— TASK BRIEF —
From the first line to the last, restate the data exactly, leaving out the images.

— SUPPLIED DATA —
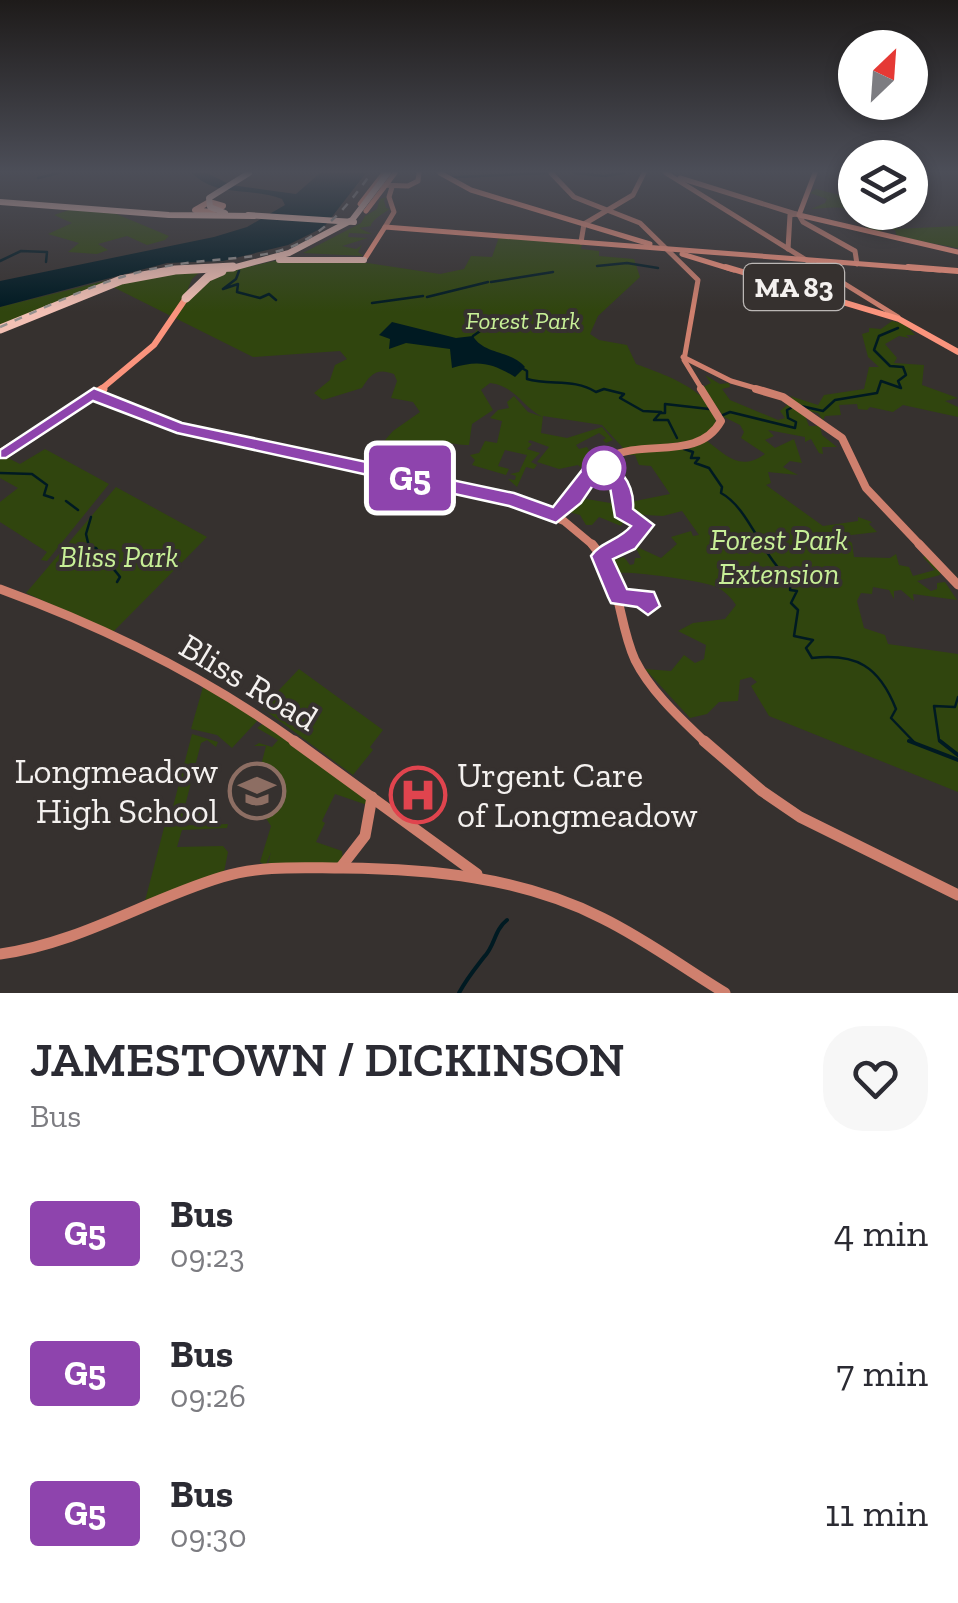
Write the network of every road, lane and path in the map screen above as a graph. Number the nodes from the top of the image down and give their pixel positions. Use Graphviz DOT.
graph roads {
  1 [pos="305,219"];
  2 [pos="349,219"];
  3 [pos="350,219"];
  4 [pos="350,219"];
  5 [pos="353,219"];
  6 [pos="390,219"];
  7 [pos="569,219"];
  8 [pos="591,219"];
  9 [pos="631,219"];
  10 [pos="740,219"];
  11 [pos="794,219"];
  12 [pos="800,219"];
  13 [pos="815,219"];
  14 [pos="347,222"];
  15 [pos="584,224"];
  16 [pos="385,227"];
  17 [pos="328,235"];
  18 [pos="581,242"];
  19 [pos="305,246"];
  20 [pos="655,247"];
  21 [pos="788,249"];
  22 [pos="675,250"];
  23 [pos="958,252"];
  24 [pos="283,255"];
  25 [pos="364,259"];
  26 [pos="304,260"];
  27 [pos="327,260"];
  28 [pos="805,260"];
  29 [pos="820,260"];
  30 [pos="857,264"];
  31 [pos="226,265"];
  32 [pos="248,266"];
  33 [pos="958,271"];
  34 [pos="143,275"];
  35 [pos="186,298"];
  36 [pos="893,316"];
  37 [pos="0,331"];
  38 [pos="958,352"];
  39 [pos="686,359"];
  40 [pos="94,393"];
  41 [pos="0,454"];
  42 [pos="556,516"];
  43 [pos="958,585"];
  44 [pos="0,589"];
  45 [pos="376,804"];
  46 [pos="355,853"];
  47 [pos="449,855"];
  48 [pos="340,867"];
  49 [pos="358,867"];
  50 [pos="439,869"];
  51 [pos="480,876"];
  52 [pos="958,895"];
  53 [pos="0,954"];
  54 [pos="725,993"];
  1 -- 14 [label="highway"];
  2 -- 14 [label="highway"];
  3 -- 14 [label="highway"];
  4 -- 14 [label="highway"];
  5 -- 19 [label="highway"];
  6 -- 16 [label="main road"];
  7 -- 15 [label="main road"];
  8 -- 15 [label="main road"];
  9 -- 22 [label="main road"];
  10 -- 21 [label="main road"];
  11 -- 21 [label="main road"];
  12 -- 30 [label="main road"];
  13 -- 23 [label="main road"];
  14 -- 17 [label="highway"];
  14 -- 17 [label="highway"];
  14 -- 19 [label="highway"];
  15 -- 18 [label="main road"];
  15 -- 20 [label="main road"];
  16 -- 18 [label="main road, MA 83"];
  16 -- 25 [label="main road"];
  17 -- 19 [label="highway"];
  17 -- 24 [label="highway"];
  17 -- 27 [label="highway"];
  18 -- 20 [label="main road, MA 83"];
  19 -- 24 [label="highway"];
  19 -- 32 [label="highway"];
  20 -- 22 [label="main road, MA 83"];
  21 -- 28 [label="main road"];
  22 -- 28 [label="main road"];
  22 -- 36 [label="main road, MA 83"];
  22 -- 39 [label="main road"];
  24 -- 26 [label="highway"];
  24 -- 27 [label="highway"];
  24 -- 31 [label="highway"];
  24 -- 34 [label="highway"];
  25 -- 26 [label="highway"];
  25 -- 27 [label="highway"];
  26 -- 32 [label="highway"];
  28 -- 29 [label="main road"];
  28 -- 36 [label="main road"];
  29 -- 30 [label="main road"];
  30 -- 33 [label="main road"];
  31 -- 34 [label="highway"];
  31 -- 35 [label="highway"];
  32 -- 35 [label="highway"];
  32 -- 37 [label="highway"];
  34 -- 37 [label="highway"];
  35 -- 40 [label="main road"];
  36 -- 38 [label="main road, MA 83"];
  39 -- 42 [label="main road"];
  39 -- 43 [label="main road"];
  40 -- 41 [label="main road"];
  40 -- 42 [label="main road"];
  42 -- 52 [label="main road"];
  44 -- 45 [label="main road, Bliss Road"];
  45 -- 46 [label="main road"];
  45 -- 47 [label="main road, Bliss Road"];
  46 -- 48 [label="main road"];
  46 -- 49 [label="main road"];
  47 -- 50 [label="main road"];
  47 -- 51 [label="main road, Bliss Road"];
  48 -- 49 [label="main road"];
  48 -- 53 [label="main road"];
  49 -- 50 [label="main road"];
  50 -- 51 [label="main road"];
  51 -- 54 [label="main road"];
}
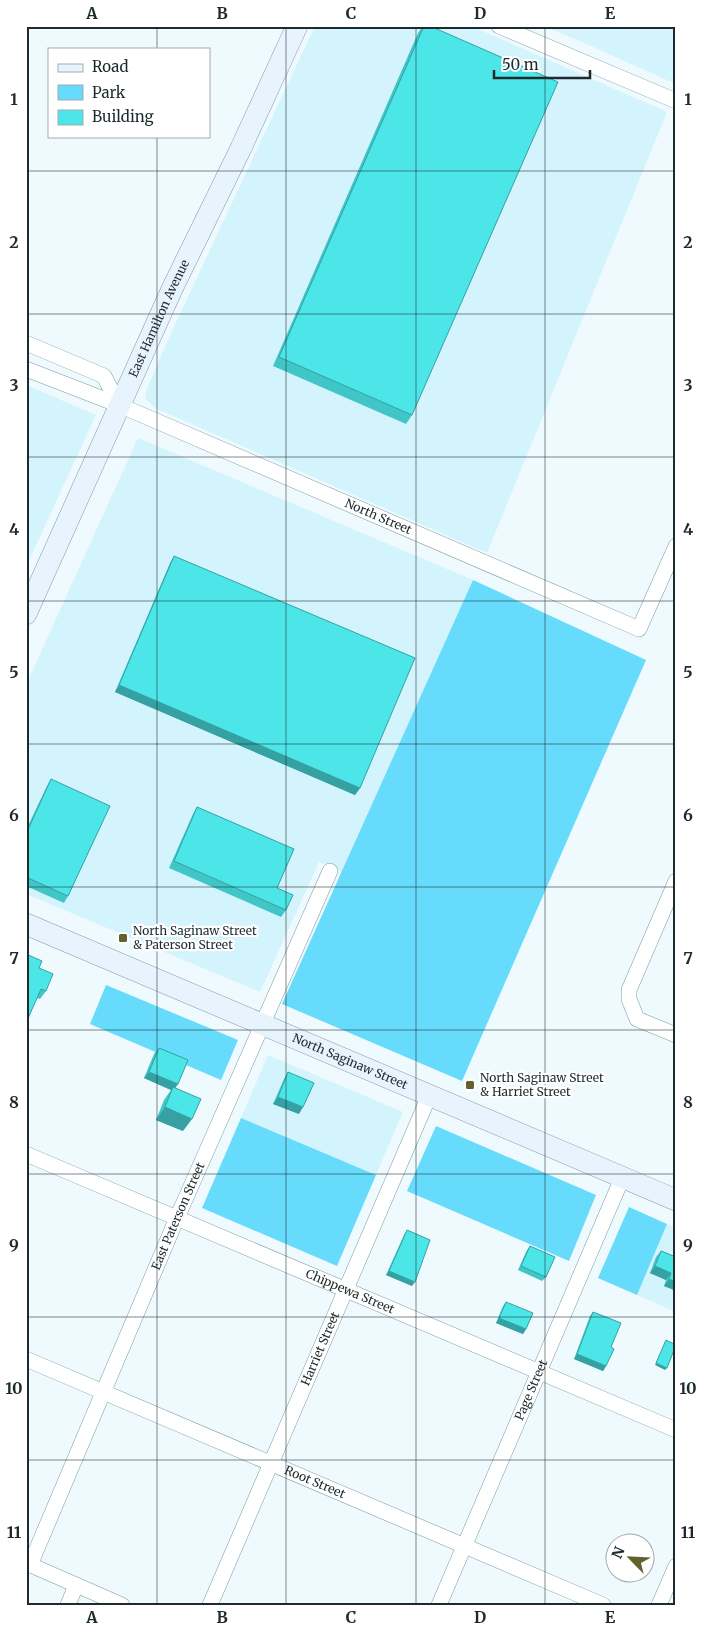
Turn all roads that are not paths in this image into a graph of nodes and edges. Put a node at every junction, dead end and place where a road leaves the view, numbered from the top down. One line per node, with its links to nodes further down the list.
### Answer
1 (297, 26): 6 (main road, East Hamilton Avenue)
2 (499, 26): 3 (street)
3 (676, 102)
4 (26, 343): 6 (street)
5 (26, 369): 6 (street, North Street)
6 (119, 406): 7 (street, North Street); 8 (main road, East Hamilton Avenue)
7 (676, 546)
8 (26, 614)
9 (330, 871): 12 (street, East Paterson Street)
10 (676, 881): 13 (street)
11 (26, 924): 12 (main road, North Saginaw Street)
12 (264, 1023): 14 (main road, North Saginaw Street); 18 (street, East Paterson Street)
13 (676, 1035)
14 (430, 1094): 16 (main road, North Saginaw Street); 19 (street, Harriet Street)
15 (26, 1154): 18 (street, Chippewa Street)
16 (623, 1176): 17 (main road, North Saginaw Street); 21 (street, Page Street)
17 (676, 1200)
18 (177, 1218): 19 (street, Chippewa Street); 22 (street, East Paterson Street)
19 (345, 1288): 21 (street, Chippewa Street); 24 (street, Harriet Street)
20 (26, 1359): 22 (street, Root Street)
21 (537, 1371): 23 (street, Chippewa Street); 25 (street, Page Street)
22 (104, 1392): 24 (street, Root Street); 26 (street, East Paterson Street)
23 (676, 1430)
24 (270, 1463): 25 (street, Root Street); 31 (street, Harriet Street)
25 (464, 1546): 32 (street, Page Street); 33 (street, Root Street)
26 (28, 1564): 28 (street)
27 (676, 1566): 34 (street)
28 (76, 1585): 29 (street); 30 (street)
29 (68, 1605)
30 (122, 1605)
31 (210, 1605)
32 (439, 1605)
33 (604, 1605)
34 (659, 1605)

— EXERCISE OUTPUT —
Write the network of every road, lane and path in the map screen above as a graph. Number the nodes from the top of the image down and give their pixel positions. Use Graphviz DOT.
graph roads {
  1 [pos="305,219"];
  2 [pos="349,219"];
  3 [pos="350,219"];
  4 [pos="350,219"];
  5 [pos="353,219"];
  6 [pos="390,219"];
  7 [pos="569,219"];
  8 [pos="591,219"];
  9 [pos="631,219"];
  10 [pos="740,219"];
  11 [pos="794,219"];
  12 [pos="800,219"];
  13 [pos="815,219"];
  14 [pos="347,222"];
  15 [pos="584,224"];
  16 [pos="385,227"];
  17 [pos="328,235"];
  18 [pos="581,242"];
  19 [pos="305,246"];
  20 [pos="655,247"];
  21 [pos="788,249"];
  22 [pos="675,250"];
  23 [pos="958,252"];
  24 [pos="283,255"];
  25 [pos="364,259"];
  26 [pos="304,260"];
  27 [pos="327,260"];
  28 [pos="805,260"];
  29 [pos="820,260"];
  30 [pos="857,264"];
  31 [pos="226,265"];
  32 [pos="248,266"];
  33 [pos="958,271"];
  34 [pos="143,275"];
  35 [pos="186,298"];
  36 [pos="893,316"];
  37 [pos="0,331"];
  38 [pos="958,352"];
  39 [pos="686,359"];
  40 [pos="94,393"];
  41 [pos="0,454"];
  42 [pos="556,516"];
  43 [pos="958,585"];
  44 [pos="0,589"];
  45 [pos="376,804"];
  46 [pos="355,853"];
  47 [pos="449,855"];
  48 [pos="340,867"];
  49 [pos="358,867"];
  50 [pos="439,869"];
  51 [pos="480,876"];
  52 [pos="958,895"];
  53 [pos="0,954"];
  54 [pos="725,993"];
  1 -- 14 [label="highway"];
  2 -- 14 [label="highway"];
  3 -- 14 [label="highway"];
  4 -- 14 [label="highway"];
  5 -- 19 [label="highway"];
  6 -- 16 [label="main road"];
  7 -- 15 [label="main road"];
  8 -- 15 [label="main road"];
  9 -- 22 [label="main road"];
  10 -- 21 [label="main road"];
  11 -- 21 [label="main road"];
  12 -- 30 [label="main road"];
  13 -- 23 [label="main road"];
  14 -- 17 [label="highway"];
  14 -- 17 [label="highway"];
  14 -- 19 [label="highway"];
  15 -- 18 [label="main road"];
  15 -- 20 [label="main road"];
  16 -- 18 [label="main road, MA 83"];
  16 -- 25 [label="main road"];
  17 -- 19 [label="highway"];
  17 -- 24 [label="highway"];
  17 -- 27 [label="highway"];
  18 -- 20 [label="main road, MA 83"];
  19 -- 24 [label="highway"];
  19 -- 32 [label="highway"];
  20 -- 22 [label="main road, MA 83"];
  21 -- 28 [label="main road"];
  22 -- 28 [label="main road"];
  22 -- 36 [label="main road, MA 83"];
  22 -- 39 [label="main road"];
  24 -- 26 [label="highway"];
  24 -- 27 [label="highway"];
  24 -- 31 [label="highway"];
  24 -- 34 [label="highway"];
  25 -- 26 [label="highway"];
  25 -- 27 [label="highway"];
  26 -- 32 [label="highway"];
  28 -- 29 [label="main road"];
  28 -- 36 [label="main road"];
  29 -- 30 [label="main road"];
  30 -- 33 [label="main road"];
  31 -- 34 [label="highway"];
  31 -- 35 [label="highway"];
  32 -- 35 [label="highway"];
  32 -- 37 [label="highway"];
  34 -- 37 [label="highway"];
  35 -- 40 [label="main road"];
  36 -- 38 [label="main road, MA 83"];
  39 -- 42 [label="main road"];
  39 -- 43 [label="main road"];
  40 -- 41 [label="main road"];
  40 -- 42 [label="main road"];
  42 -- 52 [label="main road"];
  44 -- 45 [label="main road, Bliss Road"];
  45 -- 46 [label="main road"];
  45 -- 47 [label="main road, Bliss Road"];
  46 -- 48 [label="main road"];
  46 -- 49 [label="main road"];
  47 -- 50 [label="main road"];
  47 -- 51 [label="main road, Bliss Road"];
  48 -- 49 [label="main road"];
  48 -- 53 [label="main road"];
  49 -- 50 [label="main road"];
  50 -- 51 [label="main road"];
  51 -- 54 [label="main road"];
}
Turn all roads that are not paths in this image into a graph of nodes and edges. Put a node at every junction, dead end and place where a road leaves the view, numbered from the top down. One line per node, with its links to nodes further down the list.
### Answer
1 (297, 26): 6 (main road, East Hamilton Avenue)
2 (499, 26): 3 (street)
3 (676, 102)
4 (26, 343): 6 (street)
5 (26, 369): 6 (street, North Street)
6 (119, 406): 7 (street, North Street); 8 (main road, East Hamilton Avenue)
7 (676, 546)
8 (26, 614)
9 (330, 871): 12 (street, East Paterson Street)
10 (676, 881): 13 (street)
11 (26, 924): 12 (main road, North Saginaw Street)
12 (264, 1023): 14 (main road, North Saginaw Street); 18 (street, East Paterson Street)
13 (676, 1035)
14 (430, 1094): 16 (main road, North Saginaw Street); 19 (street, Harriet Street)
15 (26, 1154): 18 (street, Chippewa Street)
16 (623, 1176): 17 (main road, North Saginaw Street); 21 (street, Page Street)
17 (676, 1200)
18 (177, 1218): 19 (street, Chippewa Street); 22 (street, East Paterson Street)
19 (345, 1288): 21 (street, Chippewa Street); 24 (street, Harriet Street)
20 (26, 1359): 22 (street, Root Street)
21 (537, 1371): 23 (street, Chippewa Street); 25 (street, Page Street)
22 (104, 1392): 24 (street, Root Street); 26 (street, East Paterson Street)
23 (676, 1430)
24 (270, 1463): 25 (street, Root Street); 31 (street, Harriet Street)
25 (464, 1546): 32 (street, Page Street); 33 (street, Root Street)
26 (28, 1564): 28 (street)
27 (676, 1566): 34 (street)
28 (76, 1585): 29 (street); 30 (street)
29 (68, 1605)
30 (122, 1605)
31 (210, 1605)
32 (439, 1605)
33 (604, 1605)
34 (659, 1605)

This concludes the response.